We headed to a local gastronomic shop where Polina enthusiastically showed us some of the key ingredients used in Georgian cuisine. There was no pressure to buy anything and we walked away with a newly gained insight – a week later we went back to the same shop and filled our suitcases!
We then headed to a small restaurant and had our first taste of kinkhali – the famous Georgian dumpling with a mixture of fillings. Polina elegantly showed us how to eat kinkhali – putting pepper on the ‘handle’ so it doesn’t slip out of your hands (knives and forks are a big no, no) and then to skilfully ‘suck’ the soup before devouring the delicious filling and pastry. Apparently if you spill the soup, the ‘punishment’ is having to buy a round of cha-cha – the local spirit. We didn’t spill any but I wanted to try cha-cha. We did; it’s strong and you need to drink with caution, but what better way to try it than with our newfound friend Polina.
From there we headed through the beautiful back streets of old Tbilisi. Houses were somehow still standing from years of disrepair but to be invited into the community courtyard of a group of houses, to learn how people live and share stories, is something we would never have been able to do ourselves. What a wonderful introduction to Georgia.
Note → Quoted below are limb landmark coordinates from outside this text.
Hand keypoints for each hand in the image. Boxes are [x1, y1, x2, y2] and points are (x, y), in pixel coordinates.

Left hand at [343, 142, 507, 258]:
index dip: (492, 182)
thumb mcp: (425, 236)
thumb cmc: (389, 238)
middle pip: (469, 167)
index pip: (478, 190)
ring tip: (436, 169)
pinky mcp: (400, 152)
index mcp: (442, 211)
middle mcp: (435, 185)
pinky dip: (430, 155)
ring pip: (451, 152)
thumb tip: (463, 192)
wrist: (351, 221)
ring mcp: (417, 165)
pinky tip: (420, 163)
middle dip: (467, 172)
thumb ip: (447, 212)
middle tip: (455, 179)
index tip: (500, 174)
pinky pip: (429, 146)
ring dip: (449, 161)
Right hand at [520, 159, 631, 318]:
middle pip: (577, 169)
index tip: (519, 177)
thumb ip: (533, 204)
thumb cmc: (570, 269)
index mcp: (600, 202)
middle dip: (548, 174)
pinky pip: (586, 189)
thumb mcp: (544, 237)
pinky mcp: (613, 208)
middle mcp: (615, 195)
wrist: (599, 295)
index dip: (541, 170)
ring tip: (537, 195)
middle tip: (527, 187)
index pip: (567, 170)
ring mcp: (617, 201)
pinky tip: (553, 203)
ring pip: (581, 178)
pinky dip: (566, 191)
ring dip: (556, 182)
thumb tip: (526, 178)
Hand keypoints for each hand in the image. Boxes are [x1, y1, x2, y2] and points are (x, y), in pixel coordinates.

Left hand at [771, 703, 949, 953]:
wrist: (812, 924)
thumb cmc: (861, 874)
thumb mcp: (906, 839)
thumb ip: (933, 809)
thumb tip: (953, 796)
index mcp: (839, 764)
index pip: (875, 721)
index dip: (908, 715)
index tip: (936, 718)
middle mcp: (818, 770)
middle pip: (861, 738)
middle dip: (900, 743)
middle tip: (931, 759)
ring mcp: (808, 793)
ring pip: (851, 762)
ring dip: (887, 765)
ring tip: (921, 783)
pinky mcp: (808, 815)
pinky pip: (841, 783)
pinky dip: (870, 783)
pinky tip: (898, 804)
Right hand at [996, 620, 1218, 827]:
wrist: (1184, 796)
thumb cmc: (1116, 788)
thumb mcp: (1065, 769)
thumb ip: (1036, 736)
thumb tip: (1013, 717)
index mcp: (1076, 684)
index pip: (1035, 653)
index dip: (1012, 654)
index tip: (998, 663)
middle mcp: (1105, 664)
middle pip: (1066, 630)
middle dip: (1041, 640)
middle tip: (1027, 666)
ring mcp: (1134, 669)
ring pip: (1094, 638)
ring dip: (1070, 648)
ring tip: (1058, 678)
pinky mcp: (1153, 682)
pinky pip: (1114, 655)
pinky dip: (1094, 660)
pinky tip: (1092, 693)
Our final stop was to what can only be described as someone’s basement where we were greeted by the most enthusiastic gentleman. His passion was tea, which is handy as so is my partner’s. He spent the next 30 minutes explaining all about ‘Soviet’ era tea, how it was prepared and distributed during Soviet times, and also the work that he is doing to bring Georgian tea to prominence on the world stage. This man knew his stuff and what a fascinating insight we received.
We spent the next week travelling around Georgia, but were now equipped with newfound skills of how to eat kinkhali, drink cha-cha like a local, and also where we should head to try all those other amazing varieties of Georgian khachapuri. Polina gave us a wonderful introduction to a wonderful ‘foodie’ destination. We sat proud in restaurants watching tourist try to eat kinkhali with a knife and fork whilst we ate like the locals.